• [WHAT TO DO] Transcribe the entries in full, keeping each word as it is.

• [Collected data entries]
● ● ● ●

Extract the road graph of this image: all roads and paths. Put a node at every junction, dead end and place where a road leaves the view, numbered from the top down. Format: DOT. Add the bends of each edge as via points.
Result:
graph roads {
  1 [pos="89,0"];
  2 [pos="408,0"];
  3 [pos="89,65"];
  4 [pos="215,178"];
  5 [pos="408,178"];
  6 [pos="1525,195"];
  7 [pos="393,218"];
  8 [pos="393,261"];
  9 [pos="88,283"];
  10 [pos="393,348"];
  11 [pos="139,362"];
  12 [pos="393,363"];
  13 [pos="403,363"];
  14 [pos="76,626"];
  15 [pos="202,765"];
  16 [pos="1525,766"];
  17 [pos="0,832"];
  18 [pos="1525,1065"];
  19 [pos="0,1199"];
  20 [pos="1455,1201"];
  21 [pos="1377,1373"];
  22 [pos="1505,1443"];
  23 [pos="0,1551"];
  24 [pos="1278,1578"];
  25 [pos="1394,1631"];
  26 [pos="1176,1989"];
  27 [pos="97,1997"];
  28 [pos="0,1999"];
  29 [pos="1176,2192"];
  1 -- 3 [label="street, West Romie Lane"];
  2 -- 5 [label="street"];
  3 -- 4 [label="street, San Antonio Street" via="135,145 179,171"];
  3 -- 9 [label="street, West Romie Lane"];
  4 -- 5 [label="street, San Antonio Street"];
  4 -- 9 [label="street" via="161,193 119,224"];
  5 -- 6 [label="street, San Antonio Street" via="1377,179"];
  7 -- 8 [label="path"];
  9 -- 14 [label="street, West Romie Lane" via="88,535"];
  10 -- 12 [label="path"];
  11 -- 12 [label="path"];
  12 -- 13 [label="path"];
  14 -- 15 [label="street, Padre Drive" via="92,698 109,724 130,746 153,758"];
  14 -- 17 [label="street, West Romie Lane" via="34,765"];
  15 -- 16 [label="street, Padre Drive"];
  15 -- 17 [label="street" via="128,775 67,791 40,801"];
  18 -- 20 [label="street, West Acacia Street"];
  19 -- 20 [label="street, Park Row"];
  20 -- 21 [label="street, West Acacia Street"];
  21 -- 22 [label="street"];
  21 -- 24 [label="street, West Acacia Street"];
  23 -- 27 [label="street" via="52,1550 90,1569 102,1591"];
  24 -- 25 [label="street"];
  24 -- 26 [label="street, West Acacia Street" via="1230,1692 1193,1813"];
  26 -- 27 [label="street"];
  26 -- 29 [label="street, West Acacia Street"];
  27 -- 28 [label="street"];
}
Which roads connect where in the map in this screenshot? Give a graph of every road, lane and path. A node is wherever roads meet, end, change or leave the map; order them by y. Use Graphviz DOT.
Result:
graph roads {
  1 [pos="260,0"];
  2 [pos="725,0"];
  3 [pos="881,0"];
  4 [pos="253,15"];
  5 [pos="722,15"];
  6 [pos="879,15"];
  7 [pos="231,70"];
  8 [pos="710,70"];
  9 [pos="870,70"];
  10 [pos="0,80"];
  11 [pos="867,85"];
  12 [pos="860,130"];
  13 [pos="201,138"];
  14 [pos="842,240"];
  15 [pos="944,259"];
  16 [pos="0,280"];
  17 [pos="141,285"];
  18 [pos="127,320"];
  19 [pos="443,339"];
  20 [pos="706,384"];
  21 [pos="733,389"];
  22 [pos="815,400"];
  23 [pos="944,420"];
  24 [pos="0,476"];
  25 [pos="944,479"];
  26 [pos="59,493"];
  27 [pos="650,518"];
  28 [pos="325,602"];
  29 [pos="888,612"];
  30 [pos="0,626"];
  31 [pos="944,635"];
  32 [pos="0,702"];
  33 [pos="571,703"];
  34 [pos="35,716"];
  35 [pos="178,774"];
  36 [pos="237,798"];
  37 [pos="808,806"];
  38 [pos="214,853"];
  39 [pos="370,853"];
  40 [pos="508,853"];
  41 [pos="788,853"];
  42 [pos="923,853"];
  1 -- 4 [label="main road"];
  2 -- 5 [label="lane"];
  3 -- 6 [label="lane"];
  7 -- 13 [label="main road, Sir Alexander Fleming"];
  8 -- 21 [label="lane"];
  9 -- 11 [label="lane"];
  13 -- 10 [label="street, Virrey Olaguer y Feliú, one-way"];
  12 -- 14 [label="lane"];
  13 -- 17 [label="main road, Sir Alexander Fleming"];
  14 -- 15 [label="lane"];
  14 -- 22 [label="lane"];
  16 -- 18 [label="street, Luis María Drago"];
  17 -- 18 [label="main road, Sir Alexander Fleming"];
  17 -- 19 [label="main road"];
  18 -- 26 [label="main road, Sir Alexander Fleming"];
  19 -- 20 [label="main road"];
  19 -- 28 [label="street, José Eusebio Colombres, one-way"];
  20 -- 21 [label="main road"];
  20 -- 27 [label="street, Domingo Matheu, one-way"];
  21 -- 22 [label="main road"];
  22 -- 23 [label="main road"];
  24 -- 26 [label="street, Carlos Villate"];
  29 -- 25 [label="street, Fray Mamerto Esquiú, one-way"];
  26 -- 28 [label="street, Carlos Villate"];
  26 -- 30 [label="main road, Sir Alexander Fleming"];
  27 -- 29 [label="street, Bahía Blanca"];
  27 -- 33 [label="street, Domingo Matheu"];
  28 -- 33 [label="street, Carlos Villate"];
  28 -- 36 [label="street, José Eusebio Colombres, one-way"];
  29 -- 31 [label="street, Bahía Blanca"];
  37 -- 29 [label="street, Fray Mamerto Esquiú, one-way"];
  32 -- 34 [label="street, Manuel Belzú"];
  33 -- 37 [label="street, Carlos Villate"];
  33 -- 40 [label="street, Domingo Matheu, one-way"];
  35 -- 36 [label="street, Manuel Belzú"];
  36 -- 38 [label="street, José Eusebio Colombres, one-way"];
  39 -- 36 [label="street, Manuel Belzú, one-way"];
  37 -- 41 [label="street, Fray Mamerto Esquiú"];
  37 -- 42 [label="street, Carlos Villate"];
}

● ● ● ●

• [YOUR RESPONSE]
Extract the road graph of this image: all roads and paths. Put a node at every junction, dead end and place where a road leaves the view, numbered from the top down. Format: DOT. Add the bends of each edge as via points.
Result:
graph roads {
  1 [pos="89,0"];
  2 [pos="408,0"];
  3 [pos="89,65"];
  4 [pos="215,178"];
  5 [pos="408,178"];
  6 [pos="1525,195"];
  7 [pos="393,218"];
  8 [pos="393,261"];
  9 [pos="88,283"];
  10 [pos="393,348"];
  11 [pos="139,362"];
  12 [pos="393,363"];
  13 [pos="403,363"];
  14 [pos="76,626"];
  15 [pos="202,765"];
  16 [pos="1525,766"];
  17 [pos="0,832"];
  18 [pos="1525,1065"];
  19 [pos="0,1199"];
  20 [pos="1455,1201"];
  21 [pos="1377,1373"];
  22 [pos="1505,1443"];
  23 [pos="0,1551"];
  24 [pos="1278,1578"];
  25 [pos="1394,1631"];
  26 [pos="1176,1989"];
  27 [pos="97,1997"];
  28 [pos="0,1999"];
  29 [pos="1176,2192"];
  1 -- 3 [label="street, West Romie Lane"];
  2 -- 5 [label="street"];
  3 -- 4 [label="street, San Antonio Street" via="135,145 179,171"];
  3 -- 9 [label="street, West Romie Lane"];
  4 -- 5 [label="street, San Antonio Street"];
  4 -- 9 [label="street" via="161,193 119,224"];
  5 -- 6 [label="street, San Antonio Street" via="1377,179"];
  7 -- 8 [label="path"];
  9 -- 14 [label="street, West Romie Lane" via="88,535"];
  10 -- 12 [label="path"];
  11 -- 12 [label="path"];
  12 -- 13 [label="path"];
  14 -- 15 [label="street, Padre Drive" via="92,698 109,724 130,746 153,758"];
  14 -- 17 [label="street, West Romie Lane" via="34,765"];
  15 -- 16 [label="street, Padre Drive"];
  15 -- 17 [label="street" via="128,775 67,791 40,801"];
  18 -- 20 [label="street, West Acacia Street"];
  19 -- 20 [label="street, Park Row"];
  20 -- 21 [label="street, West Acacia Street"];
  21 -- 22 [label="street"];
  21 -- 24 [label="street, West Acacia Street"];
  23 -- 27 [label="street" via="52,1550 90,1569 102,1591"];
  24 -- 25 [label="street"];
  24 -- 26 [label="street, West Acacia Street" via="1230,1692 1193,1813"];
  26 -- 27 [label="street"];
  26 -- 29 [label="street, West Acacia Street"];
  27 -- 28 [label="street"];
}
Which roads connect where in the map in this screenshot? Give a graph of every road, lane and path. A node is wherever roads meet, end, change or leave the map; order them by y. Use Graphviz DOT.
Result:
graph roads {
  1 [pos="260,0"];
  2 [pos="725,0"];
  3 [pos="881,0"];
  4 [pos="253,15"];
  5 [pos="722,15"];
  6 [pos="879,15"];
  7 [pos="231,70"];
  8 [pos="710,70"];
  9 [pos="870,70"];
  10 [pos="0,80"];
  11 [pos="867,85"];
  12 [pos="860,130"];
  13 [pos="201,138"];
  14 [pos="842,240"];
  15 [pos="944,259"];
  16 [pos="0,280"];
  17 [pos="141,285"];
  18 [pos="127,320"];
  19 [pos="443,339"];
  20 [pos="706,384"];
  21 [pos="733,389"];
  22 [pos="815,400"];
  23 [pos="944,420"];
  24 [pos="0,476"];
  25 [pos="944,479"];
  26 [pos="59,493"];
  27 [pos="650,518"];
  28 [pos="325,602"];
  29 [pos="888,612"];
  30 [pos="0,626"];
  31 [pos="944,635"];
  32 [pos="0,702"];
  33 [pos="571,703"];
  34 [pos="35,716"];
  35 [pos="178,774"];
  36 [pos="237,798"];
  37 [pos="808,806"];
  38 [pos="214,853"];
  39 [pos="370,853"];
  40 [pos="508,853"];
  41 [pos="788,853"];
  42 [pos="923,853"];
  1 -- 4 [label="main road"];
  2 -- 5 [label="lane"];
  3 -- 6 [label="lane"];
  7 -- 13 [label="main road, Sir Alexander Fleming"];
  8 -- 21 [label="lane"];
  9 -- 11 [label="lane"];
  13 -- 10 [label="street, Virrey Olaguer y Feliú, one-way"];
  12 -- 14 [label="lane"];
  13 -- 17 [label="main road, Sir Alexander Fleming"];
  14 -- 15 [label="lane"];
  14 -- 22 [label="lane"];
  16 -- 18 [label="street, Luis María Drago"];
  17 -- 18 [label="main road, Sir Alexander Fleming"];
  17 -- 19 [label="main road"];
  18 -- 26 [label="main road, Sir Alexander Fleming"];
  19 -- 20 [label="main road"];
  19 -- 28 [label="street, José Eusebio Colombres, one-way"];
  20 -- 21 [label="main road"];
  20 -- 27 [label="street, Domingo Matheu, one-way"];
  21 -- 22 [label="main road"];
  22 -- 23 [label="main road"];
  24 -- 26 [label="street, Carlos Villate"];
  29 -- 25 [label="street, Fray Mamerto Esquiú, one-way"];
  26 -- 28 [label="street, Carlos Villate"];
  26 -- 30 [label="main road, Sir Alexander Fleming"];
  27 -- 29 [label="street, Bahía Blanca"];
  27 -- 33 [label="street, Domingo Matheu"];
  28 -- 33 [label="street, Carlos Villate"];
  28 -- 36 [label="street, José Eusebio Colombres, one-way"];
  29 -- 31 [label="street, Bahía Blanca"];
  37 -- 29 [label="street, Fray Mamerto Esquiú, one-way"];
  32 -- 34 [label="street, Manuel Belzú"];
  33 -- 37 [label="street, Carlos Villate"];
  33 -- 40 [label="street, Domingo Matheu, one-way"];
  35 -- 36 [label="street, Manuel Belzú"];
  36 -- 38 [label="street, José Eusebio Colombres, one-way"];
  39 -- 36 [label="street, Manuel Belzú, one-way"];
  37 -- 41 [label="street, Fray Mamerto Esquiú"];
  37 -- 42 [label="street, Carlos Villate"];
}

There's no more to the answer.